Only lines with the string "Maia" are wanted. Pull them out of the data.

SUPPLIED RECORDS »
►
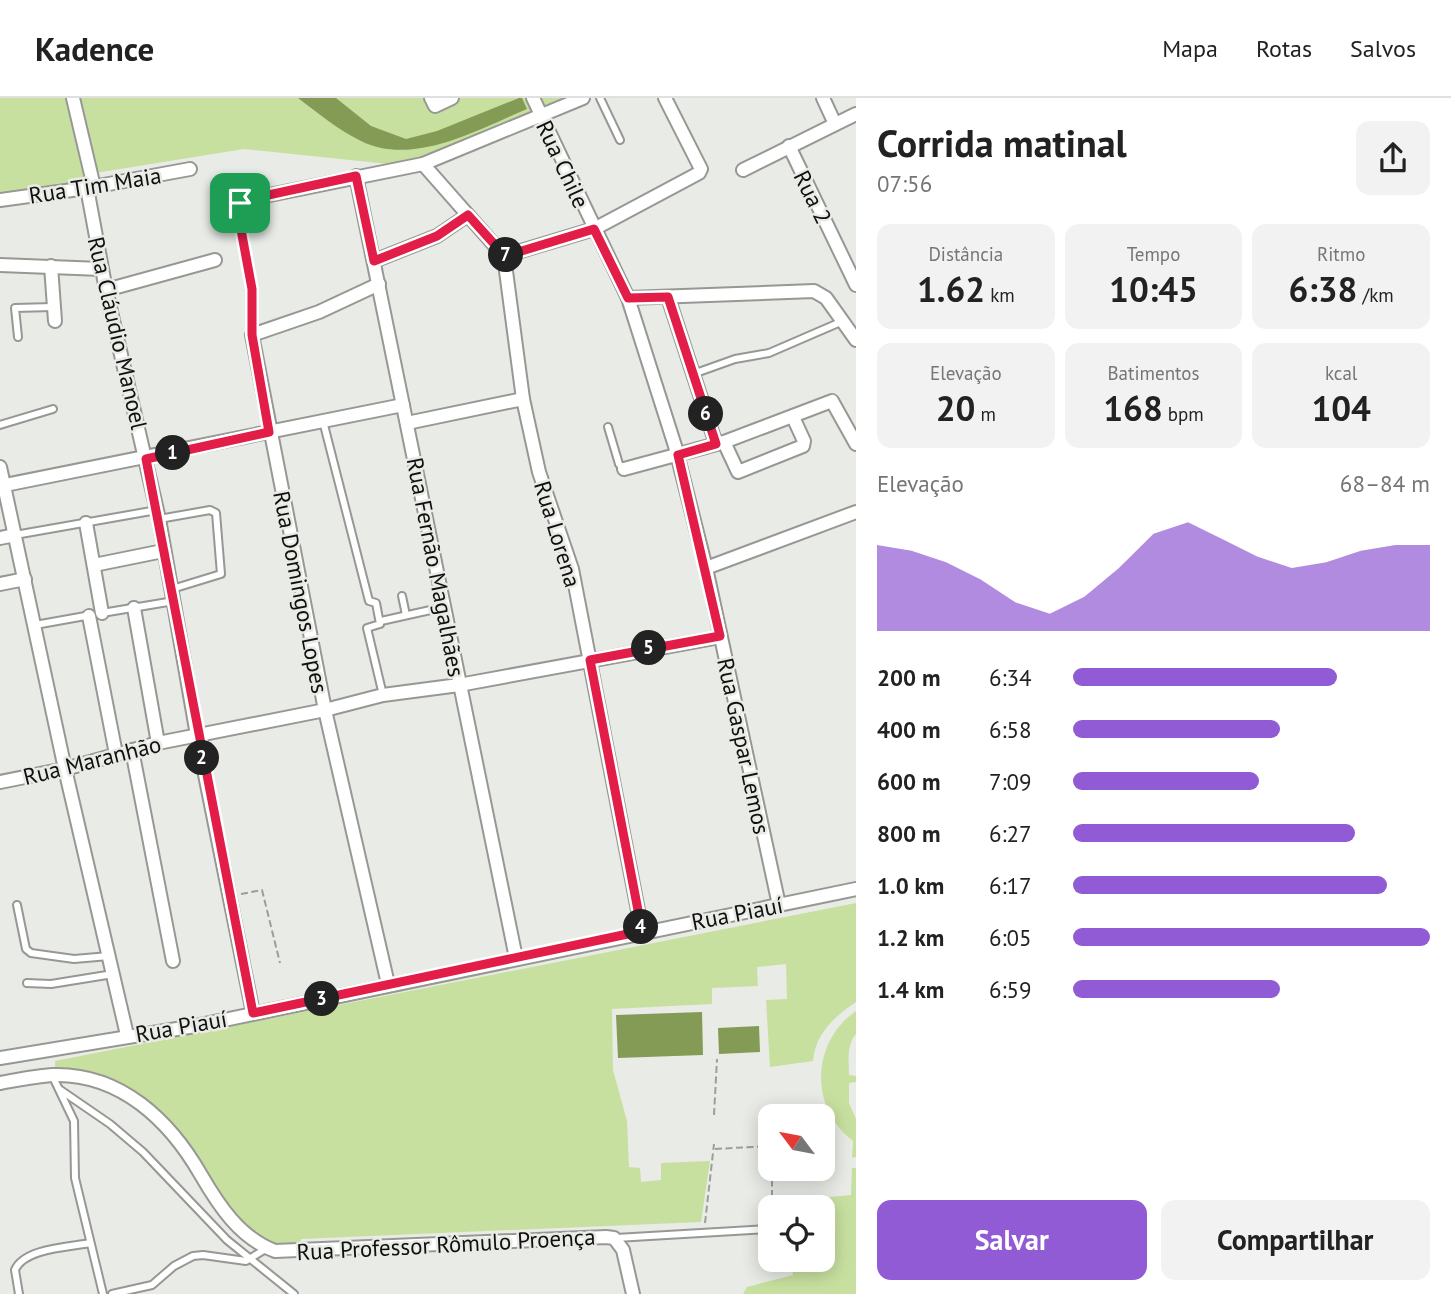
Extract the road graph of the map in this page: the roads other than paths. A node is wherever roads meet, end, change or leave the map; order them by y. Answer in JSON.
{"nodes":[{"id":1,"x":73,"y":98,"type":"edge"},
{"id":2,"x":452,"y":98,"type":"edge"},
{"id":3,"x":583,"y":98,"type":"edge"},
{"id":4,"x":600,"y":98,"type":"edge"},
{"id":5,"x":665,"y":98,"type":"edge"},
{"id":6,"x":823,"y":98,"type":"edge"},
{"id":7,"x":433,"y":102,"type":"edge"},
{"id":8,"x":537,"y":108,"type":"edge"},
{"id":9,"x":856,"y":114,"type":"edge"},
{"id":10,"x":835,"y":124,"type":"junction"},
{"id":11,"x":620,"y":140,"type":"dead end"},
{"id":12,"x":789,"y":146,"type":"junction"},
{"id":13,"x":423,"y":164,"type":"junction"},
{"id":14,"x":190,"y":169,"type":"dead end"},
{"id":15,"x":743,"y":170,"type":"dead end"},
{"id":16,"x":356,"y":176,"type":"junction"},
{"id":17,"x":91,"y":188,"type":"junction"},
{"id":18,"x":0,"y":200,"type":"edge"},
{"id":19,"x":241,"y":204,"type":"road end"},
{"id":20,"x":468,"y":215,"type":"junction"},
{"id":21,"x":594,"y":229,"type":"junction"},
{"id":22,"x":505,"y":256,"type":"junction"},
{"id":23,"x":215,"y":260,"type":"dead end"},
{"id":24,"x":374,"y":261,"type":"junction"},
{"id":25,"x":0,"y":265,"type":"edge"},
{"id":26,"x":51,"y":267,"type":"junction"},
{"id":27,"x":102,"y":269,"type":"junction"},
{"id":28,"x":379,"y":284,"type":"junction"},
{"id":29,"x":856,"y":285,"type":"edge"},
{"id":30,"x":106,"y":290,"type":"junction"},
{"id":31,"x":668,"y":297,"type":"junction"},
{"id":32,"x":628,"y":298,"type":"junction"},
{"id":33,"x":53,"y":307,"type":"junction"},
{"id":34,"x":55,"y":321,"type":"dead end"},
{"id":35,"x":843,"y":321,"type":"junction"},
{"id":36,"x":18,"y":337,"type":"dead end"},
{"id":37,"x":856,"y":340,"type":"edge"},
{"id":38,"x":692,"y":375,"type":"junction"},
{"id":39,"x":523,"y":399,"type":"junction"},
{"id":40,"x":403,"y":405,"type":"junction"},
{"id":41,"x":54,"y":409,"type":"dead end"},
{"id":42,"x":793,"y":417,"type":"junction"},
{"id":43,"x":323,"y":421,"type":"junction"},
{"id":44,"x":407,"y":423,"type":"junction"},
{"id":45,"x":0,"y":425,"type":"edge"},
{"id":46,"x":853,"y":426,"type":"edge"},
{"id":47,"x":608,"y":427,"type":"dead end"},
{"id":48,"x":269,"y":432,"type":"junction"},
{"id":49,"x":720,"y":443,"type":"junction"},
{"id":50,"x":856,"y":444,"type":"edge"},
{"id":51,"x":678,"y":455,"type":"junction"},
{"id":52,"x":146,"y":459,"type":"junction"},
{"id":53,"x":0,"y":467,"type":"edge"},
{"id":54,"x":624,"y":469,"type":"joint"},
{"id":55,"x":2,"y":485,"type":"edge"},
{"id":56,"x":856,"y":512,"type":"edge"},
{"id":57,"x":158,"y":514,"type":"junction"},
{"id":58,"x":86,"y":523,"type":"junction"},
{"id":59,"x":15,"y":535,"type":"junction"},
{"id":60,"x":0,"y":538,"type":"edge"},
{"id":61,"x":163,"y":551,"type":"junction"},
{"id":62,"x":94,"y":565,"type":"junction"},
{"id":63,"x":706,"y":568,"type":"junction"},
{"id":64,"x":25,"y":579,"type":"junction"},
{"id":65,"x":0,"y":584,"type":"edge"},
{"id":66,"x":174,"y":595,"type":"junction"},
{"id":67,"x":402,"y":596,"type":"dead end"},
{"id":68,"x":444,"y":607,"type":"junction"},
{"id":69,"x":134,"y":608,"type":"junction"},
{"id":70,"x":96,"y":614,"type":"junction"},
{"id":71,"x":406,"y":615,"type":"junction"},
{"id":72,"x":381,"y":621,"type":"junction"},
{"id":73,"x":34,"y":625,"type":"junction"},
{"id":74,"x":720,"y":636,"type":"junction"},
{"id":75,"x":590,"y":660,"type":"junction"},
{"id":76,"x":459,"y":685,"type":"junction"},
{"id":77,"x":383,"y":695,"type":"junction"},
{"id":78,"x":325,"y":710,"type":"junction"},
{"id":79,"x":197,"y":735,"type":"junction"},
{"id":80,"x":158,"y":743,"type":"junction"},
{"id":81,"x":132,"y":750,"type":"junction"},
{"id":82,"x":116,"y":754,"type":"junction"},
{"id":83,"x":65,"y":769,"type":"junction"},
{"id":84,"x":0,"y":782,"type":"edge"},
{"id":85,"x":856,"y":889,"type":"edge"},
{"id":86,"x":17,"y":905,"type":"dead end"},
{"id":87,"x":779,"y":905,"type":"junction"},
{"id":88,"x":642,"y":931,"type":"junction"},
{"id":89,"x":109,"y":956,"type":"junction"},
{"id":90,"x":516,"y":958,"type":"junction"},
{"id":91,"x":173,"y":961,"type":"dead end"},
{"id":92,"x":113,"y":974,"type":"junction"},
{"id":93,"x":27,"y":983,"type":"dead end"},
{"id":94,"x":388,"y":984,"type":"junction"},
{"id":95,"x":253,"y":1013,"type":"junction"},
{"id":96,"x":127,"y":1035,"type":"junction"},
{"id":97,"x":0,"y":1058,"type":"edge"},
{"id":98,"x":52,"y":1075,"type":"junction"},
{"id":99,"x":0,"y":1083,"type":"edge"},
{"id":100,"x":59,"y":1089,"type":"junction"},
{"id":101,"x":758,"y":1229,"type":"edge"},
{"id":102,"x":614,"y":1238,"type":"junction"},
{"id":103,"x":90,"y":1243,"type":"junction"},
{"id":104,"x":267,"y":1248,"type":"junction"},
{"id":105,"x":252,"y":1260,"type":"junction"},
{"id":106,"x":19,"y":1294,"type":"edge"},
{"id":107,"x":103,"y":1294,"type":"edge"},
{"id":108,"x":112,"y":1294,"type":"edge"},
{"id":109,"x":294,"y":1294,"type":"edge"},
{"id":110,"x":633,"y":1294,"type":"edge"}],
"edges":[{"from":1,"to":17,"type":"street","name":"Rua Cláudio Manoel"},
{"from":2,"to":7,"type":"street"},
{"from":3,"to":8,"type":"street"},
{"from":4,"to":11,"type":"lane"},
{"from":5,"to":21,"type":"street"},
{"from":6,"to":10,"type":"street"},
{"from":8,"to":13,"type":"street"},
{"from":8,"to":21,"type":"street","name":"Rua Chile"},
{"from":9,"to":10,"type":"street"},
{"from":10,"to":12,"type":"street"},
{"from":12,"to":15,"type":"street"},
{"from":12,"to":29,"type":"street","name":"Rua 2"},
{"from":13,"to":16,"type":"street"},
{"from":13,"to":20,"type":"street"},
{"from":14,"to":17,"type":"street","name":"Rua Tim Maia"},
{"from":16,"to":19,"type":"street"},
{"from":16,"to":24,"type":"street","name":"Rua Fernão Magalhães"},
{"from":17,"to":18,"type":"street","name":"Rua Tim Maia"},
{"from":17,"to":27,"type":"street","name":"Rua Cláudio Manoel"},
{"from":20,"to":22,"type":"street"},
{"from":20,"to":24,"type":"street"},
{"from":21,"to":22,"type":"street"},
{"from":21,"to":32,"type":"street","name":"Rua Gaspar Lemos"},
{"from":22,"to":39,"type":"street","name":"Rua Lorena"},
{"from":23,"to":30,"type":"street"},
{"from":24,"to":28,"type":"street","name":"Rua Fernão Magalhães"},
{"from":25,"to":26,"type":"street"},
{"from":26,"to":27,"type":"street"},
{"from":26,"to":33,"type":"street"},
{"from":27,"to":30,"type":"street","name":"Rua Cláudio Manoel"},
{"from":28,"to":40,"type":"street","name":"Rua Fernão Magalhães"},
{"from":28,"to":48,"type":"street","name":"Rua Domingos Lopes"},
{"from":30,"to":52,"type":"street","name":"Rua Cláudio Manoel"},
{"from":31,"to":32,"type":"street"},
{"from":31,"to":35,"type":"street"},
{"from":31,"to":38,"type":"street"},
{"from":32,"to":51,"type":"street","name":"Rua Gaspar Lemos"},
{"from":33,"to":34,"type":"street"},
{"from":33,"to":36,"type":"lane"},
{"from":35,"to":37,"type":"street"},
{"from":35,"to":38,"type":"lane"},
{"from":38,"to":49,"type":"street"},
{"from":39,"to":44,"type":"street"},
{"from":39,"to":75,"type":"street","name":"Rua Lorena"},
{"from":40,"to":43,"type":"street"},
{"from":40,"to":44,"type":"street","name":"Rua Fernão Magalhães"},
{"from":41,"to":45,"type":"lane"},
{"from":42,"to":46,"type":"street"},
{"from":42,"to":49,"type":"street"},
{"from":42,"to":49,"type":"street"},
{"from":43,"to":48,"type":"street"},
{"from":43,"to":72,"type":"lane"},
{"from":44,"to":68,"type":"street","name":"Rua Fernão Magalhães"},
{"from":46,"to":50,"type":"street"},
{"from":47,"to":54,"type":"lane"},
{"from":48,"to":52,"type":"street"},
{"from":48,"to":78,"type":"street","name":"Rua Domingos Lopes"},
{"from":49,"to":51,"type":"street"},
{"from":51,"to":54,"type":"street"},
{"from":51,"to":63,"type":"street","name":"Rua Gaspar Lemos"},
{"from":52,"to":55,"type":"street"},
{"from":52,"to":57,"type":"street","name":"Rua Cláudio Manoel"},
{"from":53,"to":55,"type":"street"},
{"from":55,"to":59,"type":"street"},
{"from":56,"to":63,"type":"street"},
{"from":57,"to":58,"type":"lane"},
{"from":57,"to":61,"type":"street","name":"Rua Cláudio Manoel"},
{"from":57,"to":66,"type":"lane"},
{"from":58,"to":59,"type":"lane"},
{"from":58,"to":62,"type":"street"},
{"from":59,"to":60,"type":"street"},
{"from":59,"to":64,"type":"street"},
{"from":61,"to":62,"type":"street"},
{"from":61,"to":66,"type":"street","name":"Rua Cláudio Manoel"},
{"from":62,"to":70,"type":"street"},
{"from":63,"to":74,"type":"street","name":"Rua Gaspar Lemos"},
{"from":64,"to":65,"type":"street"},
{"from":64,"to":73,"type":"street"},
{"from":66,"to":69,"type":"lane"},
{"from":66,"to":79,"type":"street","name":"Rua Cláudio Manoel"},
{"from":67,"to":71,"type":"lane"},
{"from":68,"to":71,"type":"lane"},
{"from":68,"to":76,"type":"street","name":"Rua Fernão Magalhães"},
{"from":69,"to":70,"type":"lane"},
{"from":69,"to":80,"type":"street"},
{"from":70,"to":73,"type":"lane"},
{"from":70,"to":82,"type":"street"},
{"from":71,"to":72,"type":"lane"},
{"from":72,"to":77,"type":"lane"},
{"from":73,"to":83,"type":"street"},
{"from":74,"to":75,"type":"street","name":"Rua Maranhão"},
{"from":74,"to":87,"type":"street","name":"Rua Gaspar Lemos"},
{"from":75,"to":76,"type":"street","name":"Rua Maranhão"},
{"from":75,"to":88,"type":"street","name":"Rua Lorena"},
{"from":76,"to":77,"type":"street","name":"Rua Maranhão"},
{"from":76,"to":90,"type":"street","name":"Rua Fernão Magalhães"},
{"from":77,"to":78,"type":"street","name":"Rua Maranhão"},
{"from":78,"to":79,"type":"street","name":"Rua Maranhão"},
{"from":78,"to":94,"type":"street","name":"Rua Domingos Lopes"},
{"from":79,"to":80,"type":"street","name":"Rua Maranhão"},
{"from":79,"to":95,"type":"street","name":"Rua Cláudio Manoel"},
{"from":80,"to":81,"type":"street","name":"Rua Maranhão"},
{"from":81,"to":82,"type":"street","name":"Rua Maranhão"},
{"from":81,"to":91,"type":"street"},
{"from":82,"to":83,"type":"street","name":"Rua Maranhão"},
{"from":83,"to":84,"type":"street","name":"Rua Maranhão"},
{"from":83,"to":89,"type":"street"},
{"from":85,"to":87,"type":"street","name":"Rua Piauí"},
{"from":86,"to":89,"type":"lane"},
{"from":87,"to":88,"type":"street","name":"Rua Piauí"},
{"from":88,"to":90,"type":"street","name":"Rua Piauí"},
{"from":89,"to":92,"type":"street"},
{"from":90,"to":94,"type":"street","name":"Rua Piauí"},
{"from":92,"to":93,"type":"lane"},
{"from":92,"to":96,"type":"street"},
{"from":94,"to":95,"type":"street","name":"Rua Piauí"},
{"from":95,"to":96,"type":"street","name":"Rua Piauí"},
{"from":96,"to":97,"type":"street","name":"Rua Piauí"},
{"from":98,"to":99,"type":"street","name":"Rua Professor Rômulo Proença"},
{"from":98,"to":100,"type":"lane"},
{"from":98,"to":104,"type":"street","name":"Rua Professor Rômulo Proença"},
{"from":100,"to":103,"type":"lane"},
{"from":100,"to":105,"type":"lane"},
{"from":101,"to":102,"type":"lane"},
{"from":102,"to":104,"type":"street","name":"Rua Professor Rômulo Proença"},
{"from":102,"to":110,"type":"street","name":"Rua Professor Rômulo Proença"},
{"from":103,"to":106,"type":"lane"},
{"from":103,"to":107,"type":"lane"},
{"from":104,"to":105,"type":"lane"},
{"from":105,"to":108,"type":"lane"},
{"from":105,"to":109,"type":"lane"}]}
◄
RESPONSE AREA »
{"from":14,"to":17,"type":"street","name":"Rua Tim Maia"},
{"from":17,"to":18,"type":"street","name":"Rua Tim Maia"},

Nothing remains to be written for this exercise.